- [SOURCE DATA]
++++++++++++++++++++

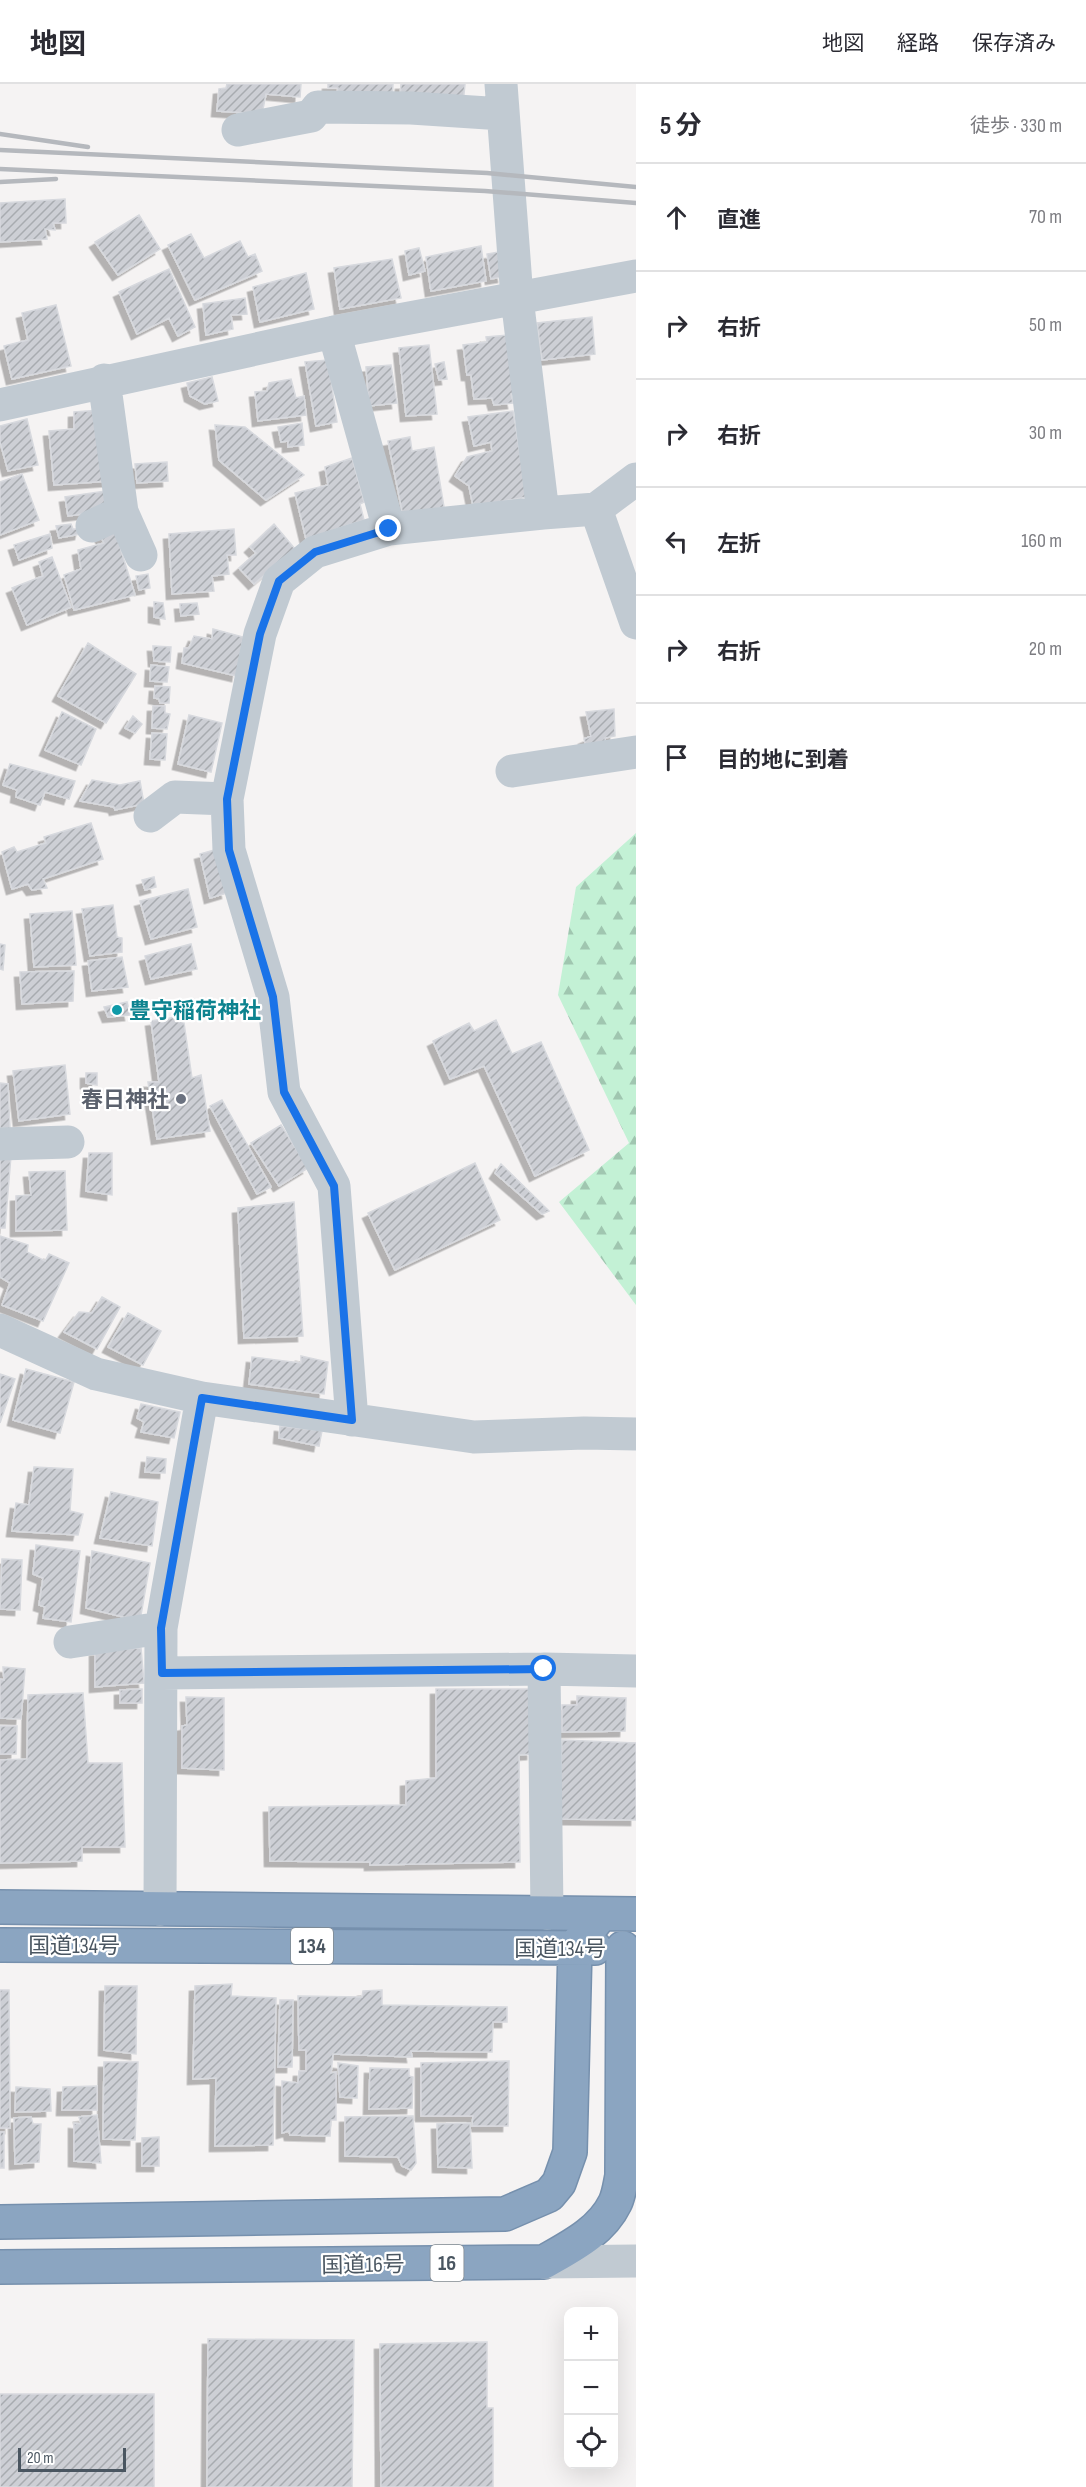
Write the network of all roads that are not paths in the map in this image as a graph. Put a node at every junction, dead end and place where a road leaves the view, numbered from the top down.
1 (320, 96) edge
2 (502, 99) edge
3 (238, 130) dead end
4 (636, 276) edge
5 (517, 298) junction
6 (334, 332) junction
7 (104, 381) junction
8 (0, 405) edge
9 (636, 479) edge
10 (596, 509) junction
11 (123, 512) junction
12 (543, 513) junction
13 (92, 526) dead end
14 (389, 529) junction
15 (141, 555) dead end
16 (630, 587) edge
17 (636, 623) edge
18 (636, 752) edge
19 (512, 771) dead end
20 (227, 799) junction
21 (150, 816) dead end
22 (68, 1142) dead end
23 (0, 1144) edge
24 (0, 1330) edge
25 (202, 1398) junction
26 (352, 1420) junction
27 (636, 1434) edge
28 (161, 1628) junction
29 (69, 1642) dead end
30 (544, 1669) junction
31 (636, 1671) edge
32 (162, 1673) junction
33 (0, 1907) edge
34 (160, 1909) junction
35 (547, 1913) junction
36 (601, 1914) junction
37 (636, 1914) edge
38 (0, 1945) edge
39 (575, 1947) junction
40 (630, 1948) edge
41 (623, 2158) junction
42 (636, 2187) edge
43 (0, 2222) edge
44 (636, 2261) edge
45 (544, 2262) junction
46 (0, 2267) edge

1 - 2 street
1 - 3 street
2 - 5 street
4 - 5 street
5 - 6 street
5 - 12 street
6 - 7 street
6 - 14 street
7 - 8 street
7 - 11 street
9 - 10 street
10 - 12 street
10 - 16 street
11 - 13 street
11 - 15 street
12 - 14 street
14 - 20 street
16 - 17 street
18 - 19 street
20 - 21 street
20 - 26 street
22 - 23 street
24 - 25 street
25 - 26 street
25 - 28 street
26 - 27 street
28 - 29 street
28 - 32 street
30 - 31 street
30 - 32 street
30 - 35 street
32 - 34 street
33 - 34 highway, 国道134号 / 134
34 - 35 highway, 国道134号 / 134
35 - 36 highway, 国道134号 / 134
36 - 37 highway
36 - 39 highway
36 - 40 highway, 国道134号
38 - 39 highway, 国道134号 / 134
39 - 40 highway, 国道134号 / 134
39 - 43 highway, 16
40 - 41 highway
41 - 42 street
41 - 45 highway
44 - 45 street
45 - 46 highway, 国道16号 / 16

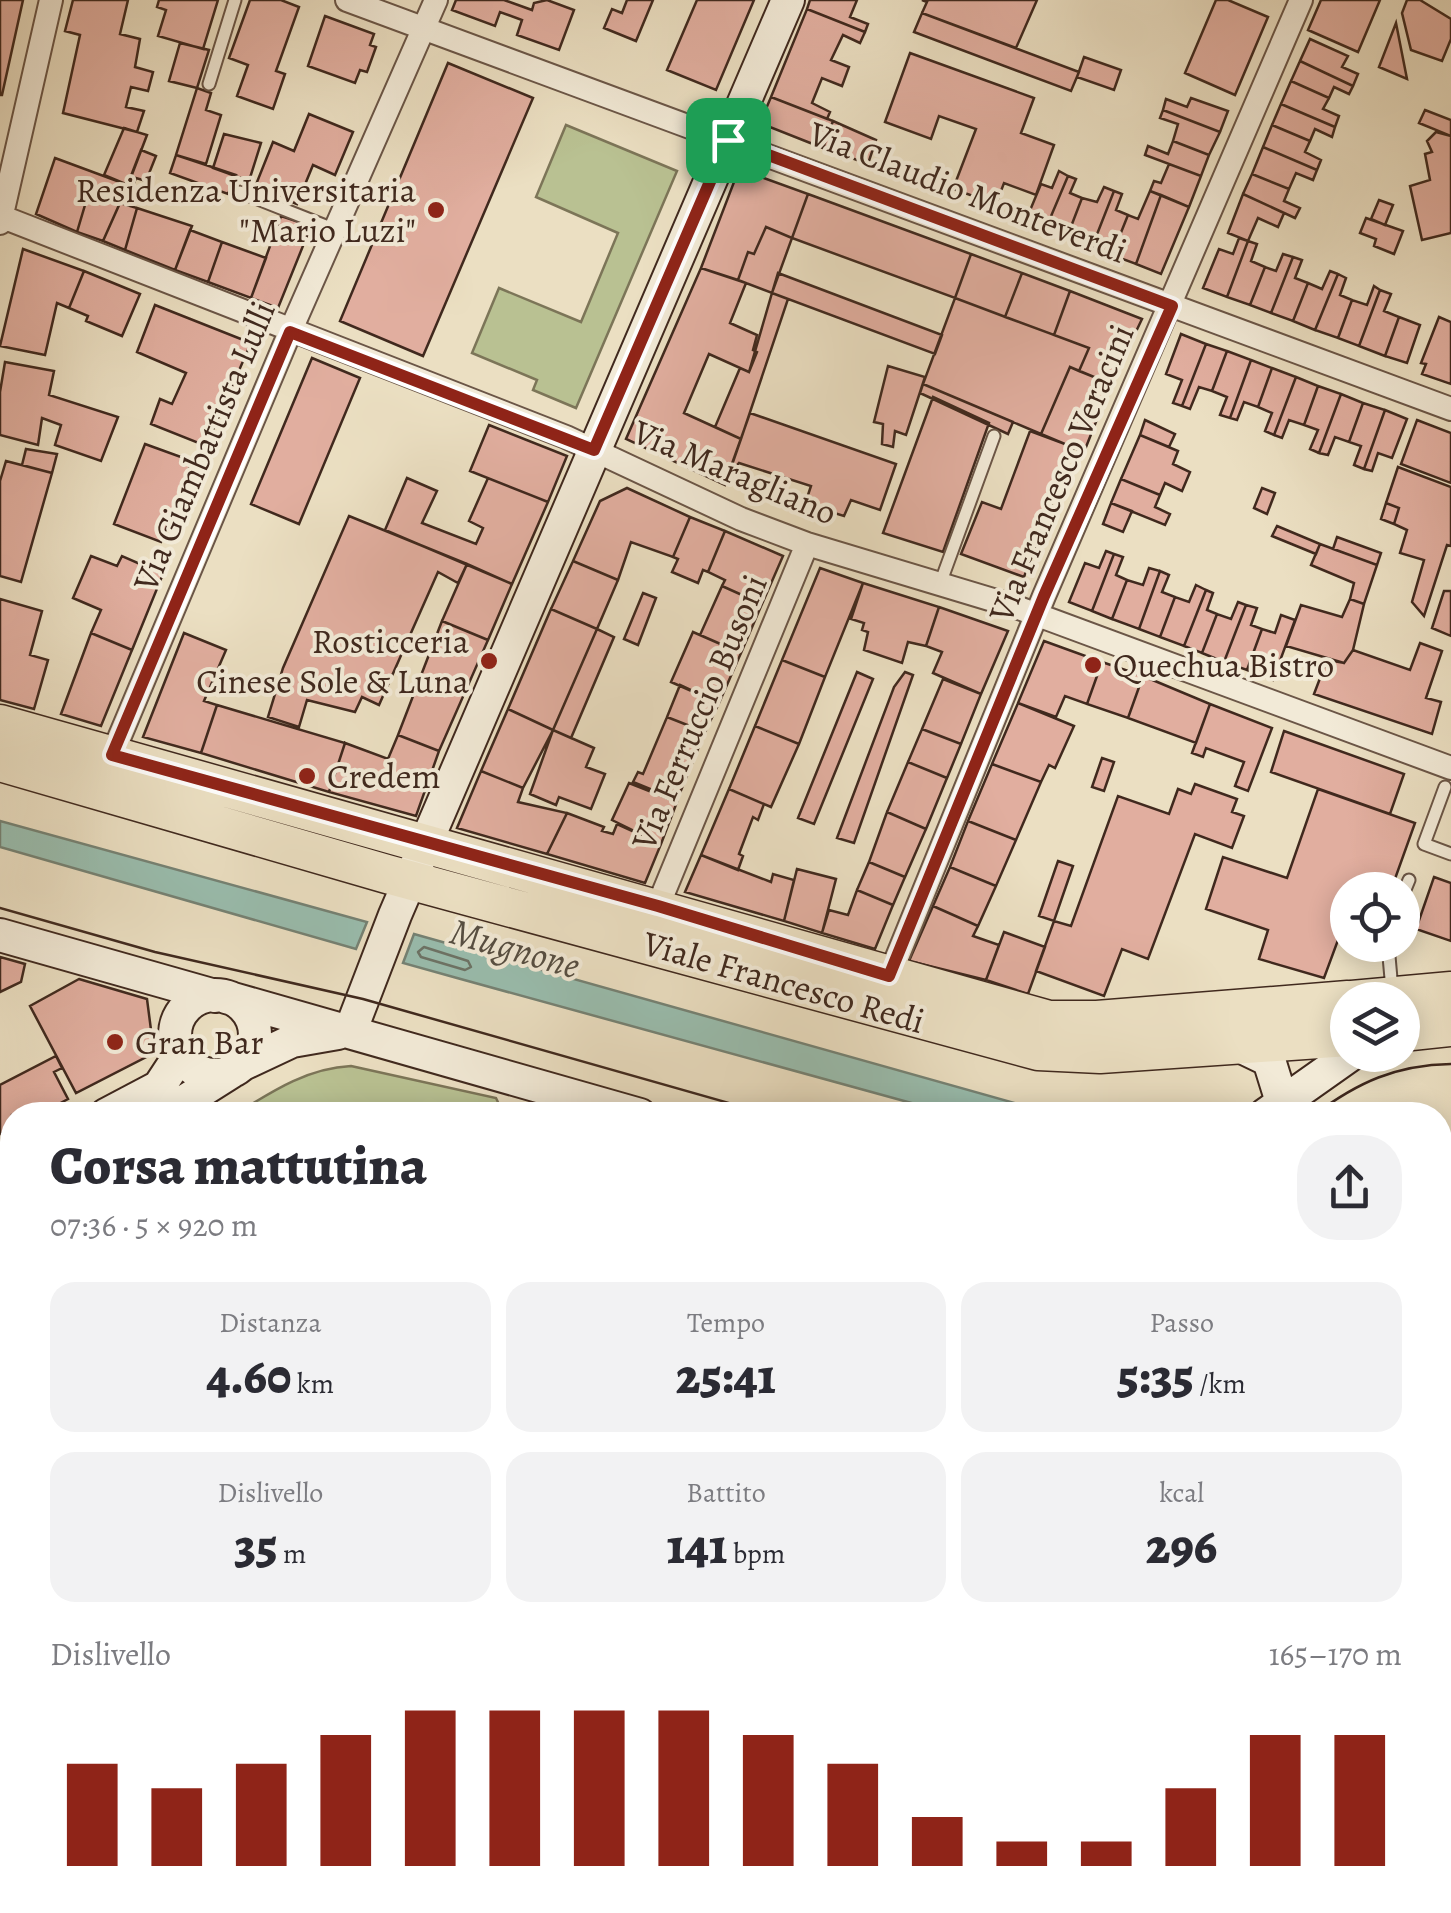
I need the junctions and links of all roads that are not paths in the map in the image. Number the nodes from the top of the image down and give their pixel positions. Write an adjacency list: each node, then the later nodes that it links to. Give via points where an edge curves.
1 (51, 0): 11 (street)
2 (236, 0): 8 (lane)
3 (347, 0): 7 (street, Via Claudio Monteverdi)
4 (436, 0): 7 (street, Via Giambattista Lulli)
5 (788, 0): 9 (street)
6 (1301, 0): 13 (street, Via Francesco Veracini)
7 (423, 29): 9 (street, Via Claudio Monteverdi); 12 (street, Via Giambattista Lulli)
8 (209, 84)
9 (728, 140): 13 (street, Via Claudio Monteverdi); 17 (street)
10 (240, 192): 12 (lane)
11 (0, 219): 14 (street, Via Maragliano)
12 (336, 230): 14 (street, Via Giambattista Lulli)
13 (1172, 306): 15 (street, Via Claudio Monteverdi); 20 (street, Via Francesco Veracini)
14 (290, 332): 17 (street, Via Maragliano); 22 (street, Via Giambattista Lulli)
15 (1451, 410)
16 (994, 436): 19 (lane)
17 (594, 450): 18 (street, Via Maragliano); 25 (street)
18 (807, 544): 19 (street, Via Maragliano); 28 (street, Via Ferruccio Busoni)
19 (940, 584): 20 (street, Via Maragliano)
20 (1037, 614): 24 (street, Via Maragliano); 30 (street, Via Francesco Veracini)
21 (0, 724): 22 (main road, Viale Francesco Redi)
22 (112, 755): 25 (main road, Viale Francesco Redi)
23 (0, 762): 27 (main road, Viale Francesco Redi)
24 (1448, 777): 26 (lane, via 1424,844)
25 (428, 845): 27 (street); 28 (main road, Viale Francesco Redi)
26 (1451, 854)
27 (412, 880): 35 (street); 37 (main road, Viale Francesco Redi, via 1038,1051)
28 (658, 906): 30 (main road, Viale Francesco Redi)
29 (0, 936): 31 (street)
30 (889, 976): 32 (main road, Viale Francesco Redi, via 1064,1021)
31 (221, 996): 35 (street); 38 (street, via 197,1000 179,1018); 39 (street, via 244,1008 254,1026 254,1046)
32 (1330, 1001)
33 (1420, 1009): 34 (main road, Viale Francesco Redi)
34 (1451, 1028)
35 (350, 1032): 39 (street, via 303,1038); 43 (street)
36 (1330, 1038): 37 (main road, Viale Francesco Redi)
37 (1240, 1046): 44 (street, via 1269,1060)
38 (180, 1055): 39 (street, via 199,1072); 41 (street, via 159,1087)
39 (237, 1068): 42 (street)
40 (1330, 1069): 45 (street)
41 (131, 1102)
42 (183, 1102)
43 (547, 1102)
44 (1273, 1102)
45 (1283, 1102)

++++++++++++++++++++

- [REQUIRED ACTION] Without the pictures, reproduce every record exactly as it appears above.

- [ANSWER BOX]
Write the network of all roads that are not paths in the map in this image as a graph. Put a node at every junction, dead end and place where a road leaves the view, numbered from the top down.
1 (320, 96) edge
2 (502, 99) edge
3 (238, 130) dead end
4 (636, 276) edge
5 (517, 298) junction
6 (334, 332) junction
7 (104, 381) junction
8 (0, 405) edge
9 (636, 479) edge
10 (596, 509) junction
11 (123, 512) junction
12 (543, 513) junction
13 (92, 526) dead end
14 (389, 529) junction
15 (141, 555) dead end
16 (630, 587) edge
17 (636, 623) edge
18 (636, 752) edge
19 (512, 771) dead end
20 (227, 799) junction
21 (150, 816) dead end
22 (68, 1142) dead end
23 (0, 1144) edge
24 (0, 1330) edge
25 (202, 1398) junction
26 (352, 1420) junction
27 (636, 1434) edge
28 (161, 1628) junction
29 (69, 1642) dead end
30 (544, 1669) junction
31 (636, 1671) edge
32 (162, 1673) junction
33 (0, 1907) edge
34 (160, 1909) junction
35 (547, 1913) junction
36 (601, 1914) junction
37 (636, 1914) edge
38 (0, 1945) edge
39 (575, 1947) junction
40 (630, 1948) edge
41 (623, 2158) junction
42 (636, 2187) edge
43 (0, 2222) edge
44 (636, 2261) edge
45 (544, 2262) junction
46 (0, 2267) edge

1 - 2 street
1 - 3 street
2 - 5 street
4 - 5 street
5 - 6 street
5 - 12 street
6 - 7 street
6 - 14 street
7 - 8 street
7 - 11 street
9 - 10 street
10 - 12 street
10 - 16 street
11 - 13 street
11 - 15 street
12 - 14 street
14 - 20 street
16 - 17 street
18 - 19 street
20 - 21 street
20 - 26 street
22 - 23 street
24 - 25 street
25 - 26 street
25 - 28 street
26 - 27 street
28 - 29 street
28 - 32 street
30 - 31 street
30 - 32 street
30 - 35 street
32 - 34 street
33 - 34 highway, 国道134号 / 134
34 - 35 highway, 国道134号 / 134
35 - 36 highway, 国道134号 / 134
36 - 37 highway
36 - 39 highway
36 - 40 highway, 国道134号
38 - 39 highway, 国道134号 / 134
39 - 40 highway, 国道134号 / 134
39 - 43 highway, 16
40 - 41 highway
41 - 42 street
41 - 45 highway
44 - 45 street
45 - 46 highway, 国道16号 / 16

I need the junctions and links of all roads that are not paths in the map in the image. Number the nodes from the top of the image down and give their pixel positions. Write an adjacency list: each node, then the later nodes that it links to. Give via points where an edge curves.
1 (51, 0): 11 (street)
2 (236, 0): 8 (lane)
3 (347, 0): 7 (street, Via Claudio Monteverdi)
4 (436, 0): 7 (street, Via Giambattista Lulli)
5 (788, 0): 9 (street)
6 (1301, 0): 13 (street, Via Francesco Veracini)
7 (423, 29): 9 (street, Via Claudio Monteverdi); 12 (street, Via Giambattista Lulli)
8 (209, 84)
9 (728, 140): 13 (street, Via Claudio Monteverdi); 17 (street)
10 (240, 192): 12 (lane)
11 (0, 219): 14 (street, Via Maragliano)
12 (336, 230): 14 (street, Via Giambattista Lulli)
13 (1172, 306): 15 (street, Via Claudio Monteverdi); 20 (street, Via Francesco Veracini)
14 (290, 332): 17 (street, Via Maragliano); 22 (street, Via Giambattista Lulli)
15 (1451, 410)
16 (994, 436): 19 (lane)
17 (594, 450): 18 (street, Via Maragliano); 25 (street)
18 (807, 544): 19 (street, Via Maragliano); 28 (street, Via Ferruccio Busoni)
19 (940, 584): 20 (street, Via Maragliano)
20 (1037, 614): 24 (street, Via Maragliano); 30 (street, Via Francesco Veracini)
21 (0, 724): 22 (main road, Viale Francesco Redi)
22 (112, 755): 25 (main road, Viale Francesco Redi)
23 (0, 762): 27 (main road, Viale Francesco Redi)
24 (1448, 777): 26 (lane, via 1424,844)
25 (428, 845): 27 (street); 28 (main road, Viale Francesco Redi)
26 (1451, 854)
27 (412, 880): 35 (street); 37 (main road, Viale Francesco Redi, via 1038,1051)
28 (658, 906): 30 (main road, Viale Francesco Redi)
29 (0, 936): 31 (street)
30 (889, 976): 32 (main road, Viale Francesco Redi, via 1064,1021)
31 (221, 996): 35 (street); 38 (street, via 197,1000 179,1018); 39 (street, via 244,1008 254,1026 254,1046)
32 (1330, 1001)
33 (1420, 1009): 34 (main road, Viale Francesco Redi)
34 (1451, 1028)
35 (350, 1032): 39 (street, via 303,1038); 43 (street)
36 (1330, 1038): 37 (main road, Viale Francesco Redi)
37 (1240, 1046): 44 (street, via 1269,1060)
38 (180, 1055): 39 (street, via 199,1072); 41 (street, via 159,1087)
39 (237, 1068): 42 (street)
40 (1330, 1069): 45 (street)
41 (131, 1102)
42 (183, 1102)
43 (547, 1102)
44 (1273, 1102)
45 (1283, 1102)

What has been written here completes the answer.